Acts 27: Passing Through the Waters

Unlike the Egyptians, Phoenicians, and Greeks, the Jews were not seafaring people. In fact, they had a very ominous view of the sea: a dark abyss of chaos representing the antithesis of their God of order and light. That is why the Hebrew scriptures often depict the Lord as mightier than the sea. His Spirit hovered over the waters of chaos at creation to bring order, and when he delivered his people from slavery in Egypt he did so by parting the sea. Even the rite of baptism practiced by Jesus and his followers draws on this Jewish imagery of the sea. Being lowered into the water was symbolic of death—a surrender to the abyss—only to be “reborn” as one who is raised up again.

Knowing this helps us understand why Luke, the author of Acts, ends his book with a detailed account of Paul’s sea travel and shipwreck. There are very strong parallels between Luke’s account of Jesus’ journey in his gospel and his account of Paul’s journey in Acts. Both Paul and Jesus go to Jerusalem despite the pleading of their friends not to.

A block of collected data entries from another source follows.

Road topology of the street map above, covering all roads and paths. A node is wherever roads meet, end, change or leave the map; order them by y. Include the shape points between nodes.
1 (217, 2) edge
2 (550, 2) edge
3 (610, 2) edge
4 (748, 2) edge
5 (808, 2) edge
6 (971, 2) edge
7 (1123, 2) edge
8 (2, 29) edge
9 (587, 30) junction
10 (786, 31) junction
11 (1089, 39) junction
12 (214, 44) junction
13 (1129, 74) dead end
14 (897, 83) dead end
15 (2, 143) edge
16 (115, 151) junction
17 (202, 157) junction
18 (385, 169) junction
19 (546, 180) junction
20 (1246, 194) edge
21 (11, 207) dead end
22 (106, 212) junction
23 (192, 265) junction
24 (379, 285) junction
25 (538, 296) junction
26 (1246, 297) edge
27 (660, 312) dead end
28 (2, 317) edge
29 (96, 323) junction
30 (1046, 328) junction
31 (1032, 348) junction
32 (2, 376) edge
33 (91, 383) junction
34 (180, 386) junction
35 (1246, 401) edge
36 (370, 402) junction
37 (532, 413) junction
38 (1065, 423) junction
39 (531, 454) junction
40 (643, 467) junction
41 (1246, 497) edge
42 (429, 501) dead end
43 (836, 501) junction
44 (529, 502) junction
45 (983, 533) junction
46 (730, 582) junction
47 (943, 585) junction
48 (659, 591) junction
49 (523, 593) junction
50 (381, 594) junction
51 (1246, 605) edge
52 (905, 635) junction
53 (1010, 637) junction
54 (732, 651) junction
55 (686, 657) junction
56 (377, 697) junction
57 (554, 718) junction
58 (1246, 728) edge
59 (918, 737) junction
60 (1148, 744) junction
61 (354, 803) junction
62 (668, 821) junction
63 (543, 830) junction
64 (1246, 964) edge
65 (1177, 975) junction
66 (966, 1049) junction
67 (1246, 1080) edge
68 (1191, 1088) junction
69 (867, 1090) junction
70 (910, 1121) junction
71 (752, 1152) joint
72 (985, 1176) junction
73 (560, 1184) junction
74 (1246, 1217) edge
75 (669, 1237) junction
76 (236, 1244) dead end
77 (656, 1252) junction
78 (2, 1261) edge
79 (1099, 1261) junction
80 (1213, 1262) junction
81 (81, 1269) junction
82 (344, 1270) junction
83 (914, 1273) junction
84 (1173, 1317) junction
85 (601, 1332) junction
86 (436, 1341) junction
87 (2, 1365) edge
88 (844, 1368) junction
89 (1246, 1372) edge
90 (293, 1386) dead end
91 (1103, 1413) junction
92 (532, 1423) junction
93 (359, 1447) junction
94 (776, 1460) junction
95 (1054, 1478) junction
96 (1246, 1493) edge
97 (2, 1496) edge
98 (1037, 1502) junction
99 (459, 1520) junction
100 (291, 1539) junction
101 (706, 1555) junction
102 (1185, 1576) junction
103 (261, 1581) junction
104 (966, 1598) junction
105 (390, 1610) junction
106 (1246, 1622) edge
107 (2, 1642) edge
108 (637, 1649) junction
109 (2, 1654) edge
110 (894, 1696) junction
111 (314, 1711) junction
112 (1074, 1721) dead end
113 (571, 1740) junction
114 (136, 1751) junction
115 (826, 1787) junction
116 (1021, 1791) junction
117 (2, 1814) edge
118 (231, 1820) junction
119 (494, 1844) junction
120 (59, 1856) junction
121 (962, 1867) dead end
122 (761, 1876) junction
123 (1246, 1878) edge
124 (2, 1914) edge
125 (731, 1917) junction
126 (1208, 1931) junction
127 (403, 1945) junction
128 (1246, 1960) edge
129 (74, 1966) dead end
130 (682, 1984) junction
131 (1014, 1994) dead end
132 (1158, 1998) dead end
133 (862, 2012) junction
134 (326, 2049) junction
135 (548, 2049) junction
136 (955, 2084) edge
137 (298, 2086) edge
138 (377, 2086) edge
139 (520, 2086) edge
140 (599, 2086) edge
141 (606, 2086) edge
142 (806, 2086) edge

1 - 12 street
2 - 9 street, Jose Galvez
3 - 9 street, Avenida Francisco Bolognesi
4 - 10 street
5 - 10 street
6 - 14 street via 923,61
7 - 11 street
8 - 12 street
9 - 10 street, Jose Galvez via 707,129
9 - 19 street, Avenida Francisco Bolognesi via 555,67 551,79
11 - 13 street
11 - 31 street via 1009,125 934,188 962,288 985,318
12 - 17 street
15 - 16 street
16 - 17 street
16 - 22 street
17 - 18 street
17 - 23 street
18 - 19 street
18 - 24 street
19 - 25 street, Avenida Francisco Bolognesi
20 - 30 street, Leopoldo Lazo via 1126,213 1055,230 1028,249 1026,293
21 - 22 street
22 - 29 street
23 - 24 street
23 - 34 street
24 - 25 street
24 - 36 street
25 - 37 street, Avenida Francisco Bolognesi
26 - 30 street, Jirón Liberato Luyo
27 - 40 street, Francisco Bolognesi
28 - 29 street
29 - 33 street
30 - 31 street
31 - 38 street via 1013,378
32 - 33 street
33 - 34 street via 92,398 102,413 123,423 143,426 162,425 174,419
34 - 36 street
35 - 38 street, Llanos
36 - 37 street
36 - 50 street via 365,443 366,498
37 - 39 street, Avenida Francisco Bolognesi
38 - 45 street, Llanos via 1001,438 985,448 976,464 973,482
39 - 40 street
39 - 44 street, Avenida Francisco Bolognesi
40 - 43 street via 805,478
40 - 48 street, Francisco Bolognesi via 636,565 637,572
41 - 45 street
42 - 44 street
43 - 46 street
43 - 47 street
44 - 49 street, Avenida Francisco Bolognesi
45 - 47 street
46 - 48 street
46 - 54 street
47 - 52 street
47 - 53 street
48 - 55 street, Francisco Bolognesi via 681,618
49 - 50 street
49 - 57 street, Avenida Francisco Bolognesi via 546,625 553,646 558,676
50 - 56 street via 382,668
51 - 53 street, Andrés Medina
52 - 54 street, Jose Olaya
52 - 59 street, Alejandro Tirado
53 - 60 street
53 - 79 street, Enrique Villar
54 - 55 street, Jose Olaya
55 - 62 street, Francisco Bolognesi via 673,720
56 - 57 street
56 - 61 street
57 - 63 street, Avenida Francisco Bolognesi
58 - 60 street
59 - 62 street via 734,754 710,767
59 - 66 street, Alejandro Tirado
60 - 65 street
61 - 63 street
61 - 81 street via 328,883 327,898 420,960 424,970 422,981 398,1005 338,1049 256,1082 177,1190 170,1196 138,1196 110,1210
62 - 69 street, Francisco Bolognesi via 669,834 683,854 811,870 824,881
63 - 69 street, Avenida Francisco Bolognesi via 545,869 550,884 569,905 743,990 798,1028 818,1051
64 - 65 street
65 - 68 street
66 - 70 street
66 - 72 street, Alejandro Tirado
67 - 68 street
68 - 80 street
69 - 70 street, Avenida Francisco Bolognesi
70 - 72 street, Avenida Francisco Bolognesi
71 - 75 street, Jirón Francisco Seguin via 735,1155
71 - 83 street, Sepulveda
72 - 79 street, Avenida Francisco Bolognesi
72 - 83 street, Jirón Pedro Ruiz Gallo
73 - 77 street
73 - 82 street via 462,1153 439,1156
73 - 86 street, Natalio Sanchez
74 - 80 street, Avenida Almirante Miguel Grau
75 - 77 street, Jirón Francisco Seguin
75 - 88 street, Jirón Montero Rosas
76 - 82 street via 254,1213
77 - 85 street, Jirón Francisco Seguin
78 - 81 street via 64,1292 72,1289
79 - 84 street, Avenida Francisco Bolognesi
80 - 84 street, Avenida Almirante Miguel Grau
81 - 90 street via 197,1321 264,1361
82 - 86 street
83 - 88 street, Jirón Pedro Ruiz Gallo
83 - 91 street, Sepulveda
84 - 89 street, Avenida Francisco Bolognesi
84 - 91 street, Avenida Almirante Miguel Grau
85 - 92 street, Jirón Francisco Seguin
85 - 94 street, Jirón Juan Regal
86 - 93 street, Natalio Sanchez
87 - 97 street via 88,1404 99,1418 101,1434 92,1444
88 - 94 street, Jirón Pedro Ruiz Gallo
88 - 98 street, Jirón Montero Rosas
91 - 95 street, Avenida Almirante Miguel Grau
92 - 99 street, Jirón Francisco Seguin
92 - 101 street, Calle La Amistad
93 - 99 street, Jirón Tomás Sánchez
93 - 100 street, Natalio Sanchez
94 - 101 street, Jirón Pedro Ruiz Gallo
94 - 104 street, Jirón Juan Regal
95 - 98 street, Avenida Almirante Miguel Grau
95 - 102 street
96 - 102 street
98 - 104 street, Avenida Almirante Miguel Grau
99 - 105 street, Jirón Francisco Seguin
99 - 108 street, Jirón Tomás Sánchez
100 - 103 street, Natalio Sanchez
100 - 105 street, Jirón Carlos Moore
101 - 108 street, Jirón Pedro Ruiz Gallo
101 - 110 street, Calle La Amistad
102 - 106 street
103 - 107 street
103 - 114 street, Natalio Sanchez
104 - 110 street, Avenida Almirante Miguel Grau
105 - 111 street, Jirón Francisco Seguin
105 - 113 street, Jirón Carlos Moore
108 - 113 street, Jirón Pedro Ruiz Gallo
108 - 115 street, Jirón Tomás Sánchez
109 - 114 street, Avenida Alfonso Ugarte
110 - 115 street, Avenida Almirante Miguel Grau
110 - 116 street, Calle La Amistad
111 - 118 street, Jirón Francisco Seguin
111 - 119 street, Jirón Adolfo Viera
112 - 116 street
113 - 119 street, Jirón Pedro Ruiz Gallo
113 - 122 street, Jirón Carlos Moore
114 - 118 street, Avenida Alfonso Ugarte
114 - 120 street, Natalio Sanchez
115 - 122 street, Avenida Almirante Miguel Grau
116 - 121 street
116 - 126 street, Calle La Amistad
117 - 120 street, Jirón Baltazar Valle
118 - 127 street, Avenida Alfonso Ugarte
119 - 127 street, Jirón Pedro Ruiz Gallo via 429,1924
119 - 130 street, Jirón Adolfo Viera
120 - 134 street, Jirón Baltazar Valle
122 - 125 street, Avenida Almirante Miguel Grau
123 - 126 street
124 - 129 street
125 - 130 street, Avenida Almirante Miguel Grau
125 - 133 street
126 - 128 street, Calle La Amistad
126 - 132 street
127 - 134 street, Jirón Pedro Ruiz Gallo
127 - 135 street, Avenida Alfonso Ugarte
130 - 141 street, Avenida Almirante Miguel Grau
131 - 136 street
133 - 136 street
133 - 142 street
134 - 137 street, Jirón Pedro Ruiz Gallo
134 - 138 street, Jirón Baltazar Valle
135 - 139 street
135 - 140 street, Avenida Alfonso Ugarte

Both were arrested by Jewish leaders and handed over to Roman authorities. Both were interrogated by the Roman governor and then taken before the Jewish king. From there Jesus was sent to his death on the cross while Paul was sent on a boat to Rome.

At the end is where the pattern changes, or does it? In Luke’s gospel, Jesus faces the cross and “the hour when darkness reigns,” but God’s power is greater as he raises Jesus from the grave. In Acts, Paul faces the abyss of the sea but God’s power is displayed by preserving Paul and his shipmates through the storm. In both stories, the cross and the sea represent the forces of evil, chaos, and death aligned against God and his servant. And in both stories, God and his servant triumph over them.

Paul’s journey is a reaffirmation of the truth we’ve already learned through Jesus’—there is no power in all of creation that can thwart the purposes of God, and the same power that raised Jesus from the dead is now within us, his people.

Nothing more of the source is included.